[Start of Attachment]

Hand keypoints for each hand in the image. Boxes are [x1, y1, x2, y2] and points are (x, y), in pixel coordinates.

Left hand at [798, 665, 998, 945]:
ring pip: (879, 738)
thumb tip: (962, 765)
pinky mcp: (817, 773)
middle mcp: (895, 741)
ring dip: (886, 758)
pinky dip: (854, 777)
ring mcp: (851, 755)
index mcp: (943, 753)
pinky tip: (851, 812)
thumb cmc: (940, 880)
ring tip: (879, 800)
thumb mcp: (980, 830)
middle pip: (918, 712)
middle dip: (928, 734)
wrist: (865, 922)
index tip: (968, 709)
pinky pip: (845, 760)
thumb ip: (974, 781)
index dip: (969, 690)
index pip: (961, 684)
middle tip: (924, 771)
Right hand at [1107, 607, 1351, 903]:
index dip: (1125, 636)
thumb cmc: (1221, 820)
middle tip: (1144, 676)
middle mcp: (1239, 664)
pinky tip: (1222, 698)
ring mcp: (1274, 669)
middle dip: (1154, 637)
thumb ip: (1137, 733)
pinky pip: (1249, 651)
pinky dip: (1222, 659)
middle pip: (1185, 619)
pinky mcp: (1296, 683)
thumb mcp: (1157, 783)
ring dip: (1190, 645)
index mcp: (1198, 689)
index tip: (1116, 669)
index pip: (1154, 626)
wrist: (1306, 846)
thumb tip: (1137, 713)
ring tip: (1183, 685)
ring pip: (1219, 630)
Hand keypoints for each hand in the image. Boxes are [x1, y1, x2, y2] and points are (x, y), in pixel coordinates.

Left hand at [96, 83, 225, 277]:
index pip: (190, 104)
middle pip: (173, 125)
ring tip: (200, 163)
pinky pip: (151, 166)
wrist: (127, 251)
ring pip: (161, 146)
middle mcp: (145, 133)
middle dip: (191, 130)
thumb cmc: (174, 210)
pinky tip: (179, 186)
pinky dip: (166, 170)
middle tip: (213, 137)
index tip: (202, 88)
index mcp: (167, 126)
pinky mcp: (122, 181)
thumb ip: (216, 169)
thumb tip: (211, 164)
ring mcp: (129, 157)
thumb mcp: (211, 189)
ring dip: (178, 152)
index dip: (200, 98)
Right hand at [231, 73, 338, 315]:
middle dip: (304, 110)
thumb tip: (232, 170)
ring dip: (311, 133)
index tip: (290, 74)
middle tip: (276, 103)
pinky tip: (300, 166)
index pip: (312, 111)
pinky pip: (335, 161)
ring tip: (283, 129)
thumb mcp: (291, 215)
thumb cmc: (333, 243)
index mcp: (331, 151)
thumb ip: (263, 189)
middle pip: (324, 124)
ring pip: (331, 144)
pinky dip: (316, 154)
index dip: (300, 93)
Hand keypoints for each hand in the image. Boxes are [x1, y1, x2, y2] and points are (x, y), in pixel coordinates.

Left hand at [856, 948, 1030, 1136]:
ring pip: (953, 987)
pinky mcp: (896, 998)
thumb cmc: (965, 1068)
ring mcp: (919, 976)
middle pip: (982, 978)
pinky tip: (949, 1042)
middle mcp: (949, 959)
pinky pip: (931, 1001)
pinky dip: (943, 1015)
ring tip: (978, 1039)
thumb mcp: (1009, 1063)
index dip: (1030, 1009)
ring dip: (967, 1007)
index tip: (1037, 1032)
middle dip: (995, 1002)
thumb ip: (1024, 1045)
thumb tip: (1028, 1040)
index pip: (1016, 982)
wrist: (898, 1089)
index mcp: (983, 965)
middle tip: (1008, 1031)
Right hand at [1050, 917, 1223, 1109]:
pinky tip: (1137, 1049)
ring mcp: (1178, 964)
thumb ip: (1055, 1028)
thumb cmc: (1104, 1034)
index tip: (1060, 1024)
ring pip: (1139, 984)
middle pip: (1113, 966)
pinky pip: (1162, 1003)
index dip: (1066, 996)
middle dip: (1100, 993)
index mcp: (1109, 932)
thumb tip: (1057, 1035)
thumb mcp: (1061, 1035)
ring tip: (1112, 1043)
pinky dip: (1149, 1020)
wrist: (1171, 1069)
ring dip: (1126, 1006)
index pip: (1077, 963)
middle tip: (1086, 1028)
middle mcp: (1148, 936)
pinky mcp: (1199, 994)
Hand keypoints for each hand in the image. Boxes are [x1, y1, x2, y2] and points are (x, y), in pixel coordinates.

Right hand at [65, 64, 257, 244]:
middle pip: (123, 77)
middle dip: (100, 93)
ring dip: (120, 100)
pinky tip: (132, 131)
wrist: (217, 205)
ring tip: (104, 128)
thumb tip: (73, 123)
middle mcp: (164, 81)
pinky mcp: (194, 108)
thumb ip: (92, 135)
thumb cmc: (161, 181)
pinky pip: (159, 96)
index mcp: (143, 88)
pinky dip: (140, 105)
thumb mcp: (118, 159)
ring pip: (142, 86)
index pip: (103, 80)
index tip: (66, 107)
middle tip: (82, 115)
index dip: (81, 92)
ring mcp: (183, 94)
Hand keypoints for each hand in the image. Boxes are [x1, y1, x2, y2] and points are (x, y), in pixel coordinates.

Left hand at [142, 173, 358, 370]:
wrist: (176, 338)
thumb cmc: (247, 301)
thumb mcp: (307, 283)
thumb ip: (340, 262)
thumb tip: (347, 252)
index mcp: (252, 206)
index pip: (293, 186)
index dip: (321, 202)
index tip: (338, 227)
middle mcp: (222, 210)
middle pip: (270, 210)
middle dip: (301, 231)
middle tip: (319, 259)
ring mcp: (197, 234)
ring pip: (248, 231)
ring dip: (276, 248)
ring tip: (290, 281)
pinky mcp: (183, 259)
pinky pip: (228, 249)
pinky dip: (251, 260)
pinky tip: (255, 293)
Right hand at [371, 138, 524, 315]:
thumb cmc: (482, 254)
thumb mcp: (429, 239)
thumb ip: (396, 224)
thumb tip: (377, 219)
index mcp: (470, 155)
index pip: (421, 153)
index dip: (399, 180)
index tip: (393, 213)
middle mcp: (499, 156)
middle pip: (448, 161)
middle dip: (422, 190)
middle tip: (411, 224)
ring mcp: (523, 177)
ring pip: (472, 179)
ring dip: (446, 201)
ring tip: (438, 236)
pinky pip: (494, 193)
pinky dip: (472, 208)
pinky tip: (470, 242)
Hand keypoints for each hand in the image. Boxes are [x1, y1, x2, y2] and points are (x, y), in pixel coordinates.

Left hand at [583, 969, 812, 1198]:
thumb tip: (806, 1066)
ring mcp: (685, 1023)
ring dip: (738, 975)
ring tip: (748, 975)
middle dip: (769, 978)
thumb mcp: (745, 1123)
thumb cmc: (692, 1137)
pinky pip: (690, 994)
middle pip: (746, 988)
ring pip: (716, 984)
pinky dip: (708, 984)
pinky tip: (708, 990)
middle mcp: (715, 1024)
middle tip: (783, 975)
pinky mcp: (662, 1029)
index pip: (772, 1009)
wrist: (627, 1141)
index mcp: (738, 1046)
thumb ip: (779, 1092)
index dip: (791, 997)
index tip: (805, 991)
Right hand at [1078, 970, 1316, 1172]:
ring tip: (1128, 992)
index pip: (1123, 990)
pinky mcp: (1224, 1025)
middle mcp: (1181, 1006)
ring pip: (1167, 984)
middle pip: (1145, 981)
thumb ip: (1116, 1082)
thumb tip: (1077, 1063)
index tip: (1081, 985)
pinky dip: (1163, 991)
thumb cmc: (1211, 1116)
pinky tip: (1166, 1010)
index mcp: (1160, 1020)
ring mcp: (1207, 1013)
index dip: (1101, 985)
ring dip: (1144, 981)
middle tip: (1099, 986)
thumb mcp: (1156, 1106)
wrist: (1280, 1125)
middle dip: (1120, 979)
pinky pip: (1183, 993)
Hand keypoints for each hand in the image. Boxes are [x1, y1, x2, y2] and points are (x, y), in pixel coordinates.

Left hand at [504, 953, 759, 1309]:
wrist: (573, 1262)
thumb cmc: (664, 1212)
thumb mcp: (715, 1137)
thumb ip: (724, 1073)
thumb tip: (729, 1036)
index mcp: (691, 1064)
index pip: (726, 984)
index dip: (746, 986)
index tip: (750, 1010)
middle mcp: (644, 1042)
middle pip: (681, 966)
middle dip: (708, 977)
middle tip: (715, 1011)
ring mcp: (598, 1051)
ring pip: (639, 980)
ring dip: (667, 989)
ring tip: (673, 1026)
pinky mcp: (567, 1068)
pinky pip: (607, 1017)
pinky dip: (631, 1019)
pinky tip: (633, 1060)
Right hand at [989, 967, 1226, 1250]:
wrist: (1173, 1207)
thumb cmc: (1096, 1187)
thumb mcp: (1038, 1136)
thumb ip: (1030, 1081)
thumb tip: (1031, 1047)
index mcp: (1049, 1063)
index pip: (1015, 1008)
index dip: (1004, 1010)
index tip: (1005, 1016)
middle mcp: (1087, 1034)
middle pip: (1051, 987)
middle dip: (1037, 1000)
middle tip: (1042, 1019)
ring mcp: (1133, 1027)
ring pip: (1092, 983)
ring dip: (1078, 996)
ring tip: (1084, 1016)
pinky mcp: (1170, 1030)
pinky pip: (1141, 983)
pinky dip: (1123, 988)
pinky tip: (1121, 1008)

[End of Attachment]

What this task involves: From the records above, copy only the lines starting with the line that holds "index pip: (190, 104)" and going on through the line that holds "index dip: (300, 93)", exactly as written.

Worked solution:
index pip: (190, 104)
middle pip: (173, 125)
ring tip: (200, 163)
pinky pip: (151, 166)
wrist: (127, 251)
ring pip: (161, 146)
middle mcp: (145, 133)
middle dip: (191, 130)
thumb cmc: (174, 210)
pinky tip: (179, 186)
pinky dip: (166, 170)
middle tip: (213, 137)
index tip: (202, 88)
index mcp: (167, 126)
pinky mcp: (122, 181)
thumb ip: (216, 169)
thumb tip: (211, 164)
ring mcp: (129, 157)
thumb mcp: (211, 189)
ring dip: (178, 152)
index dip: (200, 98)
Right hand at [231, 73, 338, 315]:
middle dip: (304, 110)
thumb tip: (232, 170)
ring dip: (311, 133)
index tip: (290, 74)
middle tip: (276, 103)
pinky tip: (300, 166)
index pip: (312, 111)
pinky pip: (335, 161)
ring tip: (283, 129)
thumb mcp: (291, 215)
thumb cmc: (333, 243)
index mcp: (331, 151)
thumb ip: (263, 189)
middle pip: (324, 124)
ring pip: (331, 144)
pinky dip: (316, 154)
index dip: (300, 93)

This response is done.